Major world religions take varied positions on the morality of capital punishment. Religions are often based on a body of teachings, such as the Old Testament and the Qur'an, which contain many cases of criminals being executed.

Christian tradition from the New Testament have come to a range of conclusions about the permissibility and social value of capital punishment. While some hold that a strict reading of certain texts forbids executions, others point to various verses of the New Testament which seem to endorse the death penalty's use. Many read the Passion narratives in the Gospels as a condemnation of capital punishment because of the execution of Jesus, whom Christians regard as innocent and an example of executing the innocent.

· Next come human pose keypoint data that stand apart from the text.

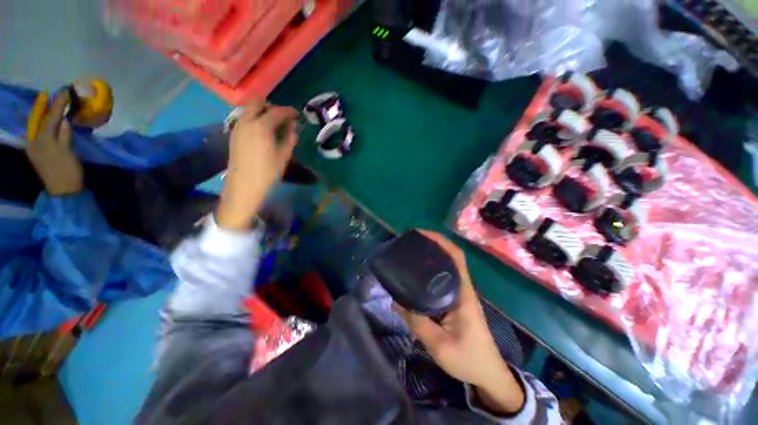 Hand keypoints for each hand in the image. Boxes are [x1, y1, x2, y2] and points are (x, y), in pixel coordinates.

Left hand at [26, 91, 83, 195]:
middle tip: (46, 94)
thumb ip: (65, 135)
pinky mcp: (36, 153)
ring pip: (36, 126)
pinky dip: (40, 125)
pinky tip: (43, 122)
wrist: (63, 191)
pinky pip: (36, 134)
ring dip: (40, 115)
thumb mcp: (68, 152)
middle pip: (38, 120)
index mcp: (43, 139)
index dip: (58, 104)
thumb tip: (65, 121)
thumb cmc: (68, 171)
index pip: (51, 117)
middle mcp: (35, 141)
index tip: (64, 92)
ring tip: (44, 104)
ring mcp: (34, 148)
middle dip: (42, 107)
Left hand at [216, 101, 297, 229]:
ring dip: (261, 111)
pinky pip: (244, 118)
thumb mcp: (284, 156)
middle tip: (282, 116)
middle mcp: (247, 122)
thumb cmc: (268, 171)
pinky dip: (254, 118)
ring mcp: (238, 127)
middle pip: (257, 103)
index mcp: (262, 127)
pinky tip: (263, 130)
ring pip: (248, 109)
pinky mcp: (234, 133)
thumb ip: (289, 138)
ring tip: (273, 123)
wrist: (244, 184)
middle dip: (271, 106)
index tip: (296, 114)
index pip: (277, 112)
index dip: (288, 111)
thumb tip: (293, 127)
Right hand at [395, 230, 524, 414]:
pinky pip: (443, 279)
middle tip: (411, 243)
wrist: (488, 374)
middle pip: (451, 257)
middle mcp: (463, 288)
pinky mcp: (456, 301)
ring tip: (411, 254)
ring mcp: (460, 294)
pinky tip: (417, 275)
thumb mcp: (439, 346)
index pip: (456, 257)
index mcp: (463, 293)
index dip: (441, 241)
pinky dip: (431, 271)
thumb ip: (417, 323)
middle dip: (432, 245)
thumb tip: (396, 301)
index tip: (422, 234)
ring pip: (447, 267)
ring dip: (432, 256)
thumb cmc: (468, 359) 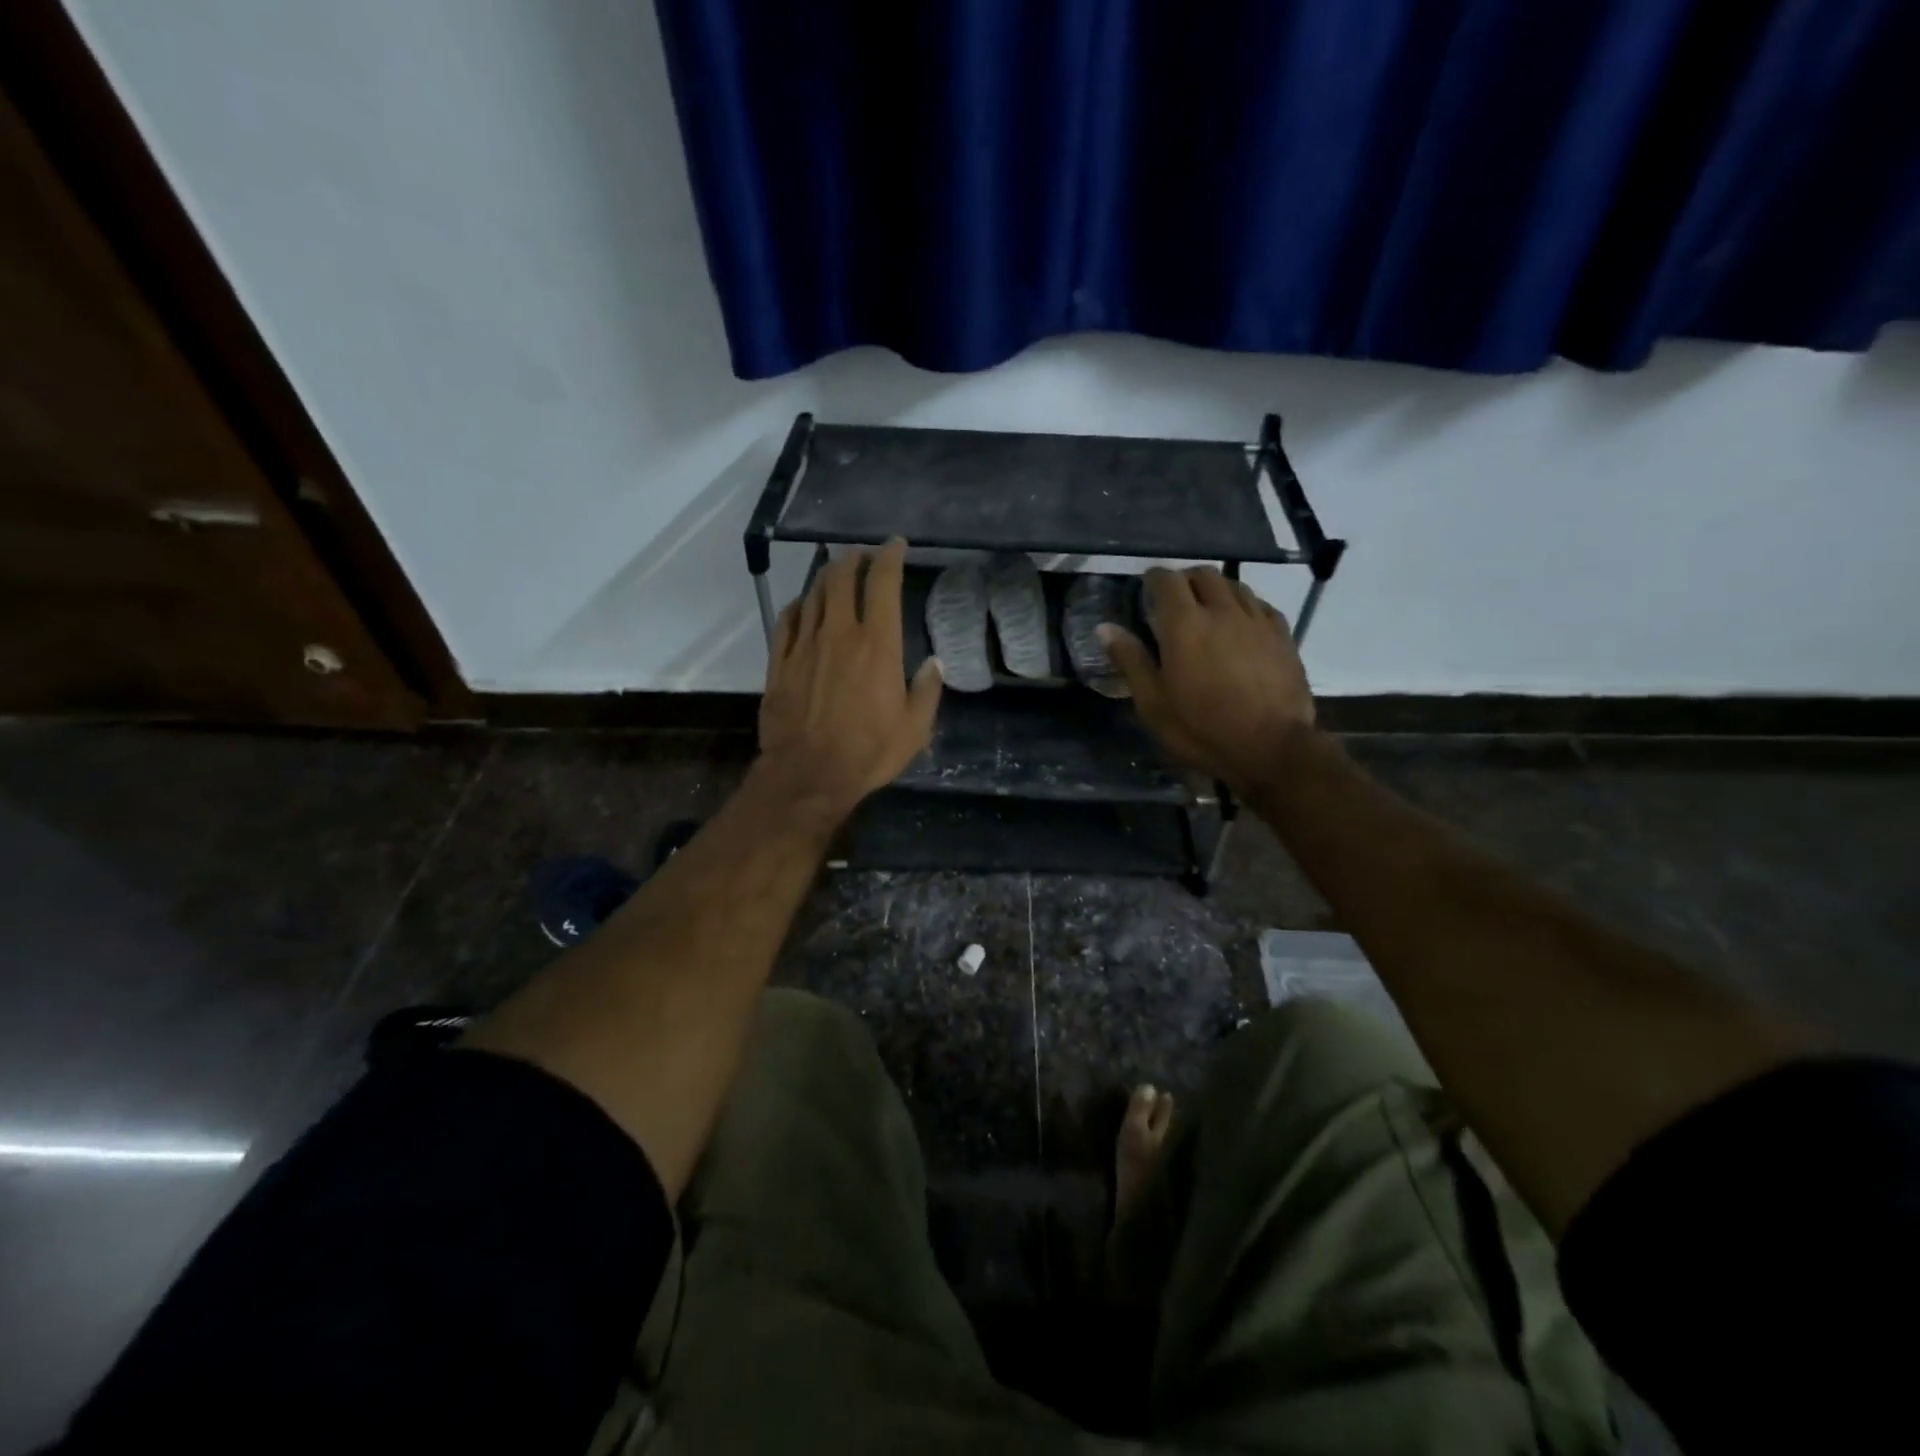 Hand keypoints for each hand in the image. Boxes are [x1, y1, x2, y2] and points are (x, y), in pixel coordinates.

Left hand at [758, 539, 942, 820]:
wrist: (808, 774)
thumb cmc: (868, 751)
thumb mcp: (914, 728)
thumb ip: (926, 691)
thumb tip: (933, 664)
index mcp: (878, 644)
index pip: (883, 583)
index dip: (890, 556)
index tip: (895, 545)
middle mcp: (840, 633)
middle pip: (842, 578)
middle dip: (854, 558)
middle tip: (862, 556)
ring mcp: (805, 645)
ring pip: (814, 594)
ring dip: (827, 577)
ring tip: (836, 573)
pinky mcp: (779, 662)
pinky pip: (787, 620)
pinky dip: (800, 605)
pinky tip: (804, 606)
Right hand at [1100, 566, 1313, 792]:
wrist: (1272, 748)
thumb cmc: (1203, 730)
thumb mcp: (1154, 704)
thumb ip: (1131, 661)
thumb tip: (1105, 627)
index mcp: (1184, 625)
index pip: (1167, 580)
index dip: (1154, 578)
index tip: (1145, 587)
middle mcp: (1222, 612)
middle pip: (1204, 575)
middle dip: (1185, 580)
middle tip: (1175, 600)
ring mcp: (1256, 621)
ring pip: (1234, 585)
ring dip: (1216, 590)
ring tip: (1207, 610)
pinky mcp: (1282, 635)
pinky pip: (1260, 605)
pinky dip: (1244, 606)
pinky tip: (1240, 624)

Historically and traditionally, the Church has classed capital punishment as a form of "lawful slaying", a view defended by theological authorities such as Thomas Aquinas. (See also Aquinas on the death penalty). At various times in the past, the Church has held that, in certain cases, a legal system may be justified in levying a death sentence, such as in cases where the sentence may deter crime, may protect society from potential future acts of violence by an offender, may bring retribution for an offender's wrongful acts, and may even help the offender to move closer to reconciliation with God in the face of death. The 1566 Roman Catechism states this teaching thus:

Another kind of lawful slaying belongs to the civil authorities, to whom is entrusted power of life and death, by the legal and judicious exercise of which they punish the guilty and protect the innocent. The just use of this power, far from involving the crime of murder, is an act of paramount obedience to this Commandment which prohibits murder. The end of the Commandment is the preservation and security of human life. Now the punishments inflicted by the civil authority, which are the legitimate avengers of crime, naturally tend to this end, since they give security to life by repressing outrage and violence. Hence these words of David: In the morning I put to death all the wicked of the land, that I might cut off all the workers of iniquity from the city of the Lord.